Flash floods kill 50 in western Afghanistan

Published May 18, 2024
Afghan residents clean debris and salvage their belongings after flash floods in Gho province’s Firozkoh on May 18. — AFP
Afghan residents clean debris and salvage their belongings after flash floods in Gho province’s Firozkoh on May 18. — AFP

Flash flooding has killed at least 50 people in western Afghanistan, provincial police said on Saturday, a week after hundreds were washed away in the north of the country.

Friday’s flooding also destroyed about 2,000 houses and damaged thousands more homes and businesses, Ghor police spokesman Abdul Rahman Badri said.

The fresh flooding in the country — which is highly vulnerable to climate change — comes as survivors of the May 10 flash floods in northern Baghlan province continue to search for missing relatives.

“Fifty residents of Ghor province were killed by the floods on Friday and a number of others are missing,” Badri said.

“These terrible floods have also killed thousands of cattle… They have destroyed hundreds of hectares of agricultural land, hundreds of bridges and culverts, and destroyed thousands of trees,” he added.
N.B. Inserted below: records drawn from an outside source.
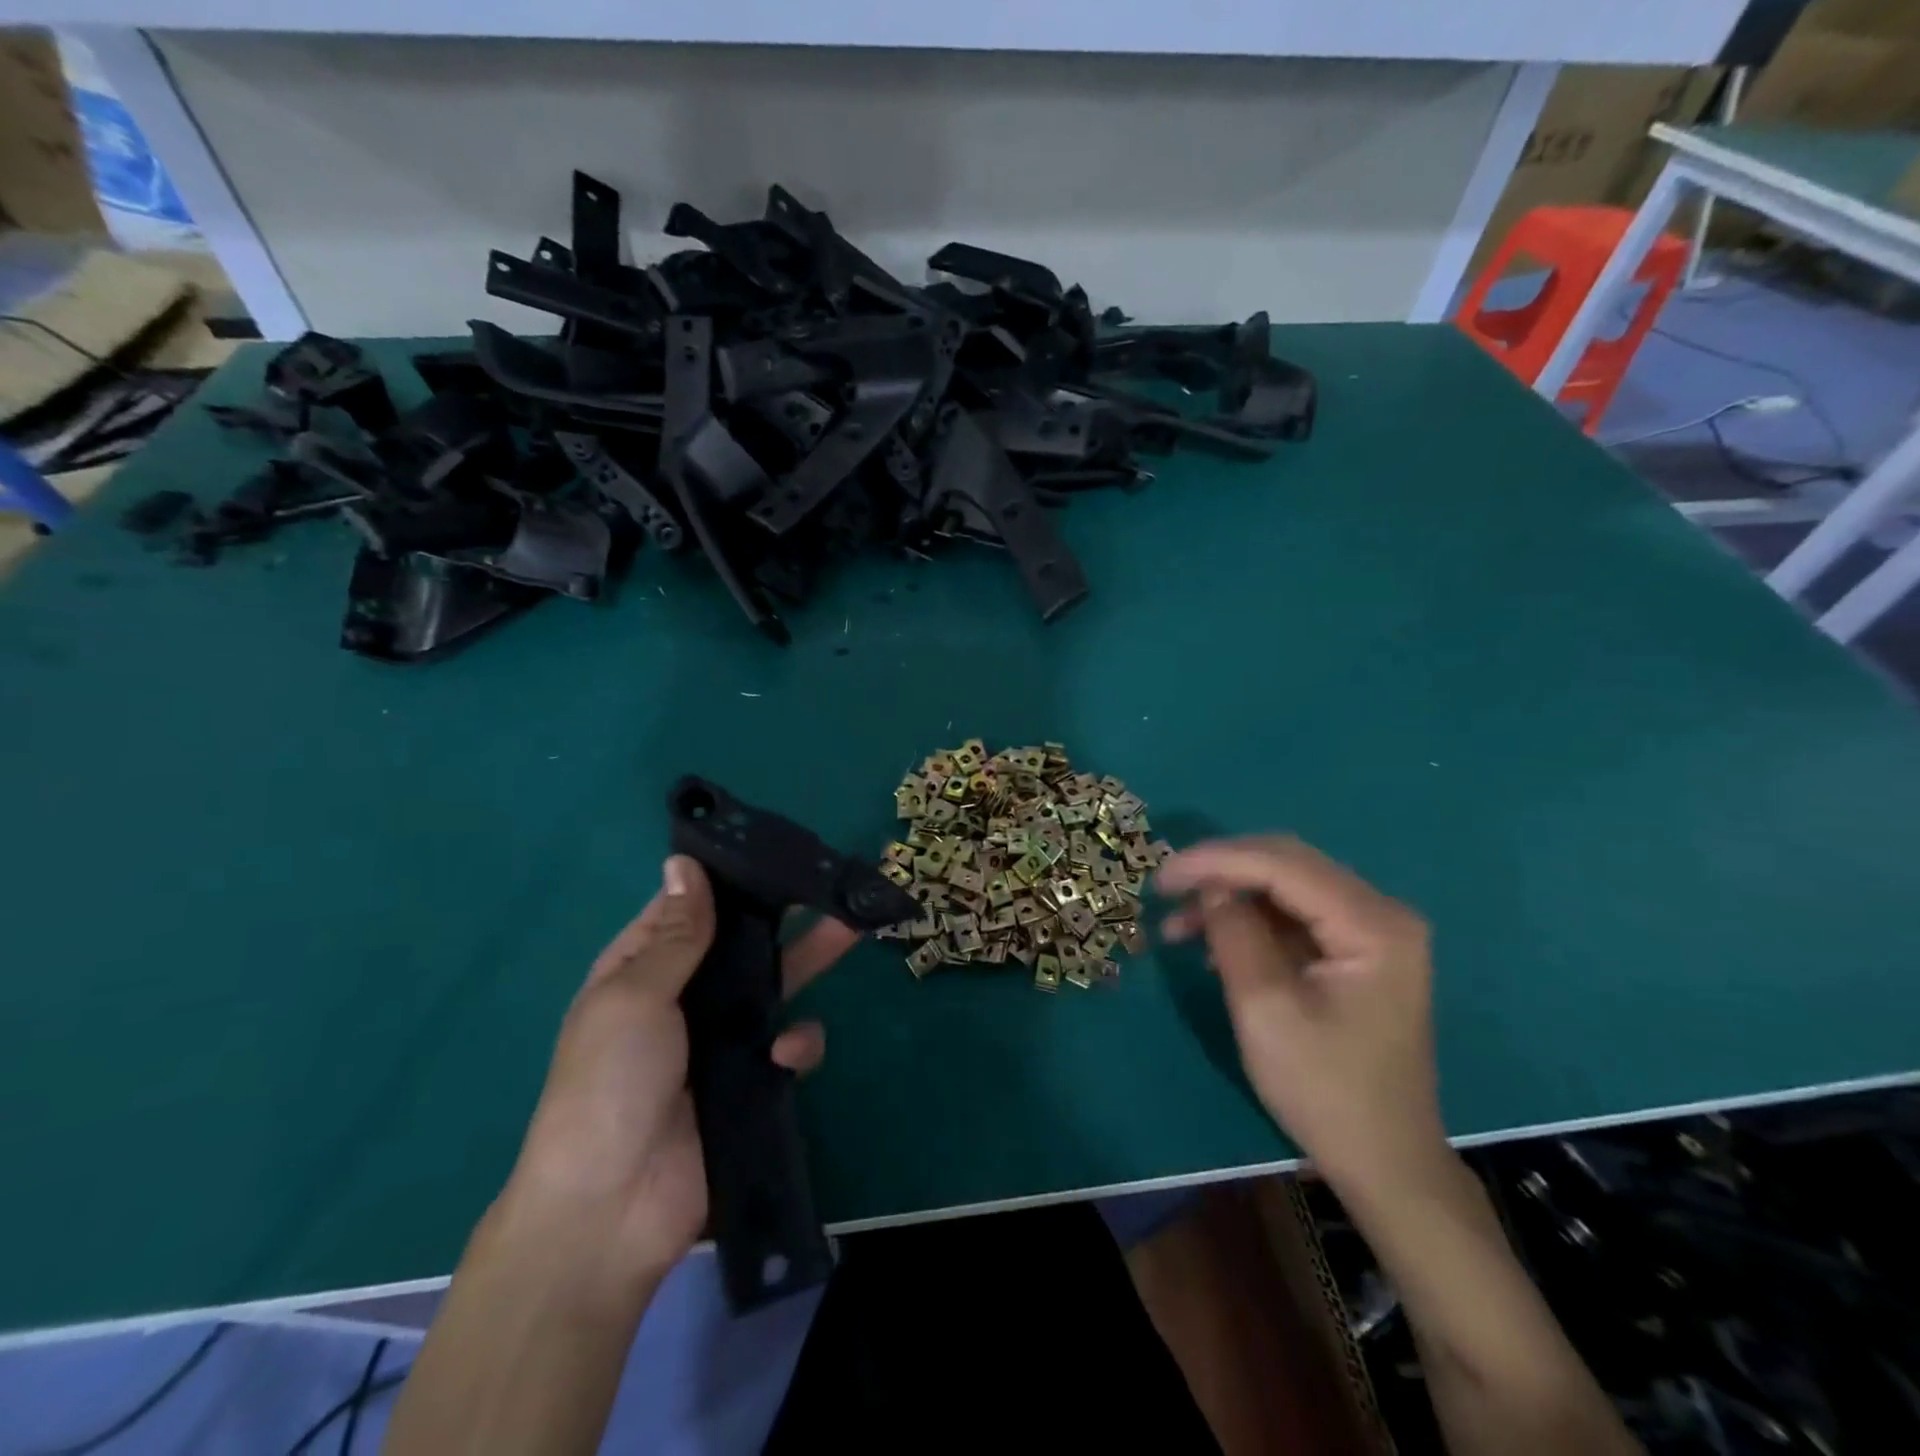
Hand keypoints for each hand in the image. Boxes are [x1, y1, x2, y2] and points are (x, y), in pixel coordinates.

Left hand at [501, 854, 859, 1284]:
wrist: (611, 1209)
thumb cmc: (609, 1083)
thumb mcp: (634, 996)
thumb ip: (677, 933)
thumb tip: (684, 861)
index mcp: (644, 969)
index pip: (691, 907)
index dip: (728, 878)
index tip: (774, 847)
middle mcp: (685, 996)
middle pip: (743, 941)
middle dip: (785, 914)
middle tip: (832, 881)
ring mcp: (721, 1040)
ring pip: (776, 985)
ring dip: (810, 961)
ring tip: (852, 931)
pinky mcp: (754, 1080)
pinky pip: (788, 1046)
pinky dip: (796, 1045)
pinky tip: (788, 1056)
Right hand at [1157, 836, 1444, 1201]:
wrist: (1384, 1162)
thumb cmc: (1325, 1091)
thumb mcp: (1265, 1009)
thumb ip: (1234, 934)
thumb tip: (1209, 886)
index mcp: (1373, 924)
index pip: (1282, 864)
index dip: (1216, 860)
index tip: (1161, 876)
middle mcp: (1381, 913)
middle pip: (1287, 863)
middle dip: (1221, 871)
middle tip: (1166, 889)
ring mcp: (1372, 931)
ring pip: (1286, 886)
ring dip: (1230, 896)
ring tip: (1179, 927)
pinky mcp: (1356, 951)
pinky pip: (1294, 914)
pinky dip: (1249, 920)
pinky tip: (1214, 943)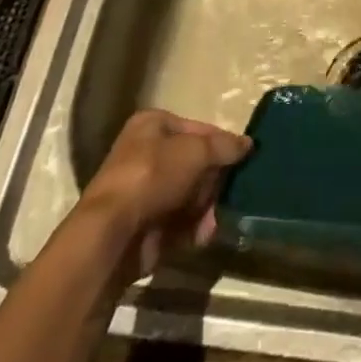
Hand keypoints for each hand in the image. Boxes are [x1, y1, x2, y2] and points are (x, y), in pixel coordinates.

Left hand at [75, 110, 250, 276]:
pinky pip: (178, 221)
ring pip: (188, 195)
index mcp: (152, 125)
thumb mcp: (196, 151)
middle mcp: (145, 154)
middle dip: (213, 182)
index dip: (220, 143)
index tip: (241, 159)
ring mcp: (143, 192)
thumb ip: (225, 146)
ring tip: (214, 220)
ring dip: (206, 208)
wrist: (111, 234)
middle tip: (228, 192)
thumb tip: (248, 143)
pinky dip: (192, 228)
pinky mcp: (143, 224)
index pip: (197, 129)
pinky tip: (202, 235)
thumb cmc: (153, 176)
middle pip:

Major roads into and within the province were blocked.

Abu Obaidullah, the head of the province’s disaster management department, said it was an “emergency situation”.

“The floods hit several districts in the province, including the capital Chaghcharan, where the streets “are full of mud”, Obaidullah said. “The situation is really concerning,” he told AFP, adding that victims were in need of shelter, food and water.

‘Exceptionally vulnerable’

The UN’s World Food Programme (WFP) and Taliban officials said more than 300 people died as a result of the flood disaster earlier this month that left homes and roads coated in thick mud.

The destruction of roads and bridges hampered rescue efforts, with United Nations agencies and Taliban authorities warning the death tolls would rise.

Afghanistan, which is “exceptionally vulnerable to flooding” has seen above-average rainfall this spring, Mohammad Assem Mayar, a water resource management expert, said in a recent Afghanistan Analysts Network report.

From mid-April to early May, flash flooding and other floods had left about 100 people dead in 10 of Afghanistan’s provinces, authorities said. Farmland has been swamped in a country where 80 per cent of the more than 40 million people depend on agriculture to survive.

The rains come after a prolonged drought in Afghanistan, which according to experts is one of the least prepared nations to tackle climate change impacts.

The country, ravaged by four decades of war, is also one of the world’s poorest.

The WFP warned that the recent floods have compounded an already dire humanitarian situation.